DATA TO EXAMINE
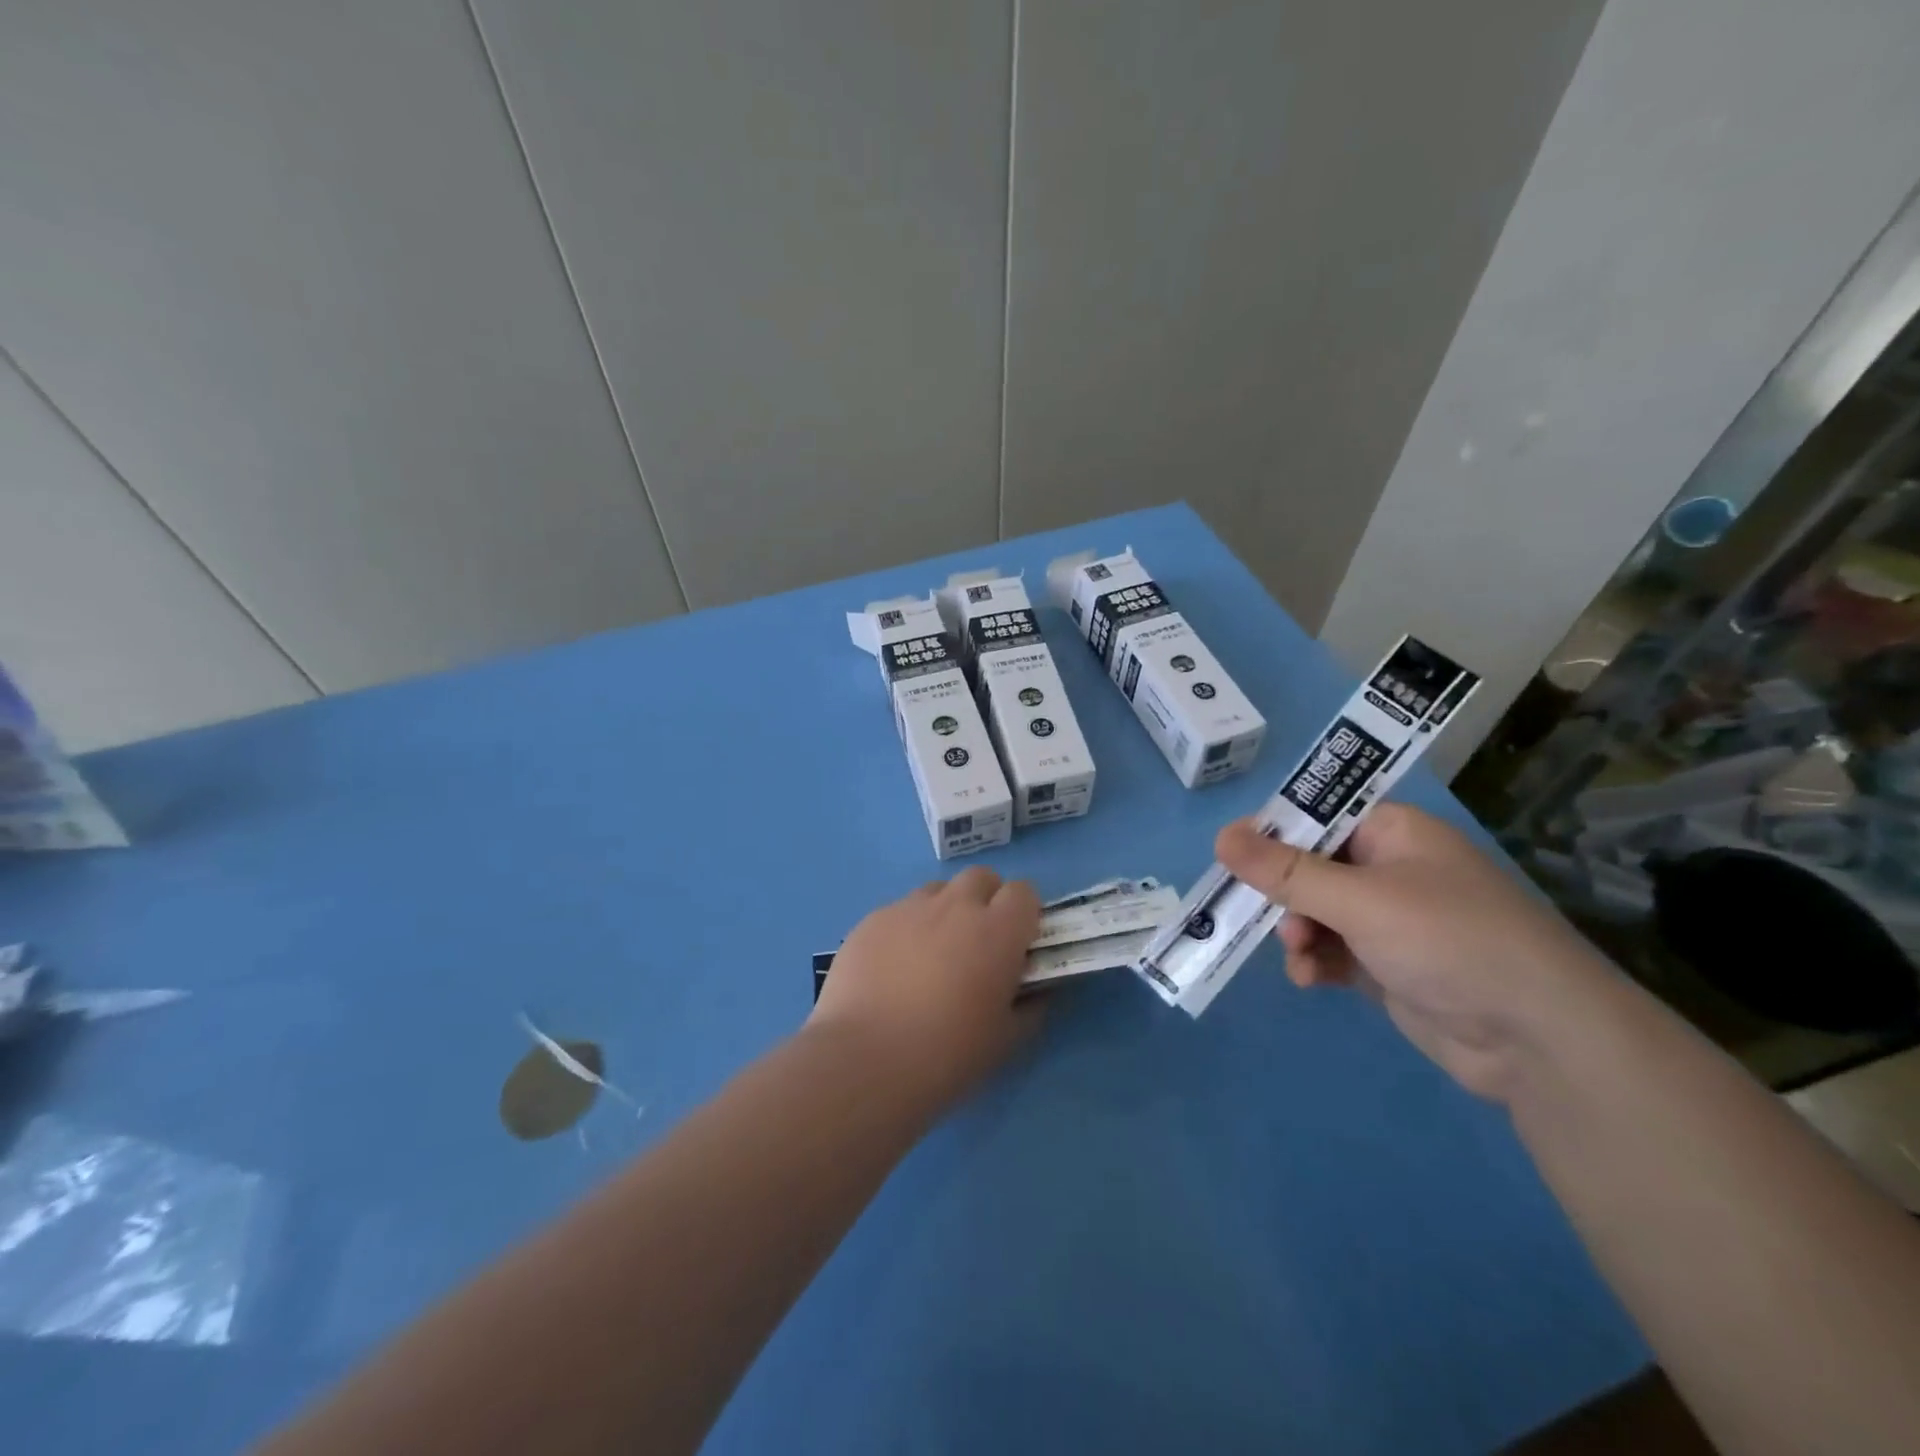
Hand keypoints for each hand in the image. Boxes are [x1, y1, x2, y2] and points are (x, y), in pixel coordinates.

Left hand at [807, 866, 1043, 1113]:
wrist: (865, 1060)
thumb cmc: (948, 1054)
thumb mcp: (1006, 1041)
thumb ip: (1030, 1008)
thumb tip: (1037, 992)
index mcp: (997, 930)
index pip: (1024, 892)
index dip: (1023, 914)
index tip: (1017, 944)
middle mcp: (955, 906)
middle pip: (981, 878)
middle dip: (986, 901)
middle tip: (977, 943)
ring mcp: (909, 908)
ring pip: (937, 891)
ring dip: (945, 911)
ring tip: (931, 954)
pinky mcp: (871, 920)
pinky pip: (899, 911)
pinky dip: (906, 929)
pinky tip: (892, 969)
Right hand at [1216, 804, 1611, 1101]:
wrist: (1539, 1041)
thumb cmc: (1449, 942)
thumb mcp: (1359, 900)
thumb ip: (1286, 872)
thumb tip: (1220, 835)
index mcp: (1394, 833)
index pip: (1317, 815)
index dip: (1273, 833)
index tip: (1233, 856)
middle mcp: (1391, 869)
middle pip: (1310, 866)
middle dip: (1284, 894)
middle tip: (1262, 915)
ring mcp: (1390, 920)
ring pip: (1315, 911)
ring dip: (1297, 932)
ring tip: (1299, 956)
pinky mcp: (1389, 965)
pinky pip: (1333, 950)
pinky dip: (1315, 961)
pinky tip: (1309, 980)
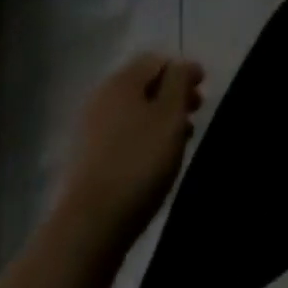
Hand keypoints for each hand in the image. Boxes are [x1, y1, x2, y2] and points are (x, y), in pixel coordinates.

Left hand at [58, 53, 204, 241]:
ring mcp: (89, 130)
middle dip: (172, 95)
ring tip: (179, 140)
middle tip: (194, 113)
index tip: (203, 88)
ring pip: (133, 112)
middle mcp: (101, 97)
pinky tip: (153, 161)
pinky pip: (121, 135)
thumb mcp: (170, 115)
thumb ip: (179, 81)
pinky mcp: (84, 161)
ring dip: (158, 118)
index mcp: (122, 80)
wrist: (88, 227)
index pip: (157, 60)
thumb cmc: (138, 162)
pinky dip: (141, 138)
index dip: (183, 69)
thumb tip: (181, 65)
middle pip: (143, 85)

REQUIRED ACTION
In the transcription, every picture is to be excluded and the records above given again exactly.

TASK ANSWER
Hand keypoints for each hand in the image. Boxes are [x1, y1, x2, y2] and points are (x, y), in pixel coordinates.

Left hand at [807, 866, 1043, 1113]:
wrist: (865, 1060)
thumb cmc: (948, 1054)
thumb mcp: (1006, 1041)
thumb ip: (1030, 1008)
thumb tip: (1037, 992)
index mcp: (997, 930)
index pip: (1024, 892)
index dip: (1023, 914)
index tip: (1017, 944)
middle mcp: (955, 906)
middle pip: (981, 878)
middle dip: (986, 901)
middle tip: (977, 943)
ring mcp: (909, 908)
ring pip: (937, 891)
ring dip: (945, 911)
ring tip: (931, 954)
pinky mcp: (871, 920)
pinky pip: (899, 911)
pinky dip: (906, 929)
pinky tip: (892, 969)
Right hand at [1216, 804, 1611, 1101]:
wrist: (1539, 1041)
thumb cmc: (1449, 942)
thumb mcp: (1359, 900)
thumb ip: (1286, 872)
thumb tip: (1220, 835)
index mcp: (1394, 833)
index pip: (1317, 815)
index dip: (1273, 833)
index tip: (1233, 856)
middle mcp: (1391, 869)
middle pip: (1310, 866)
middle dip: (1284, 894)
middle tip: (1262, 915)
ring mcp: (1390, 920)
ring pip: (1315, 911)
ring dip: (1297, 932)
ring tip: (1299, 956)
pinky mcp: (1389, 965)
pinky pip: (1333, 950)
pinky dip: (1315, 961)
pinky tip: (1309, 980)
Hand keypoints for each hand in the image. Boxes are [x1, y1, x2, y2] and points are (x, y), in pixel coordinates.

Left hand at [58, 53, 204, 241]:
ring mcp: (89, 130)
middle dip: (172, 95)
ring tip: (179, 140)
middle tip: (194, 113)
index tip: (203, 88)
ring pip: (133, 112)
middle mcp: (101, 97)
pinky tip: (153, 161)
pinky pip: (121, 135)
thumb mcp: (170, 115)
thumb ip: (179, 81)
pinky mcp: (84, 161)
ring dip: (158, 118)
index mcp: (122, 80)
wrist: (88, 227)
index pip: (157, 60)
thumb cmc: (138, 162)
pinky dip: (141, 138)
index dip: (183, 69)
thumb tip: (181, 65)
middle pip: (143, 85)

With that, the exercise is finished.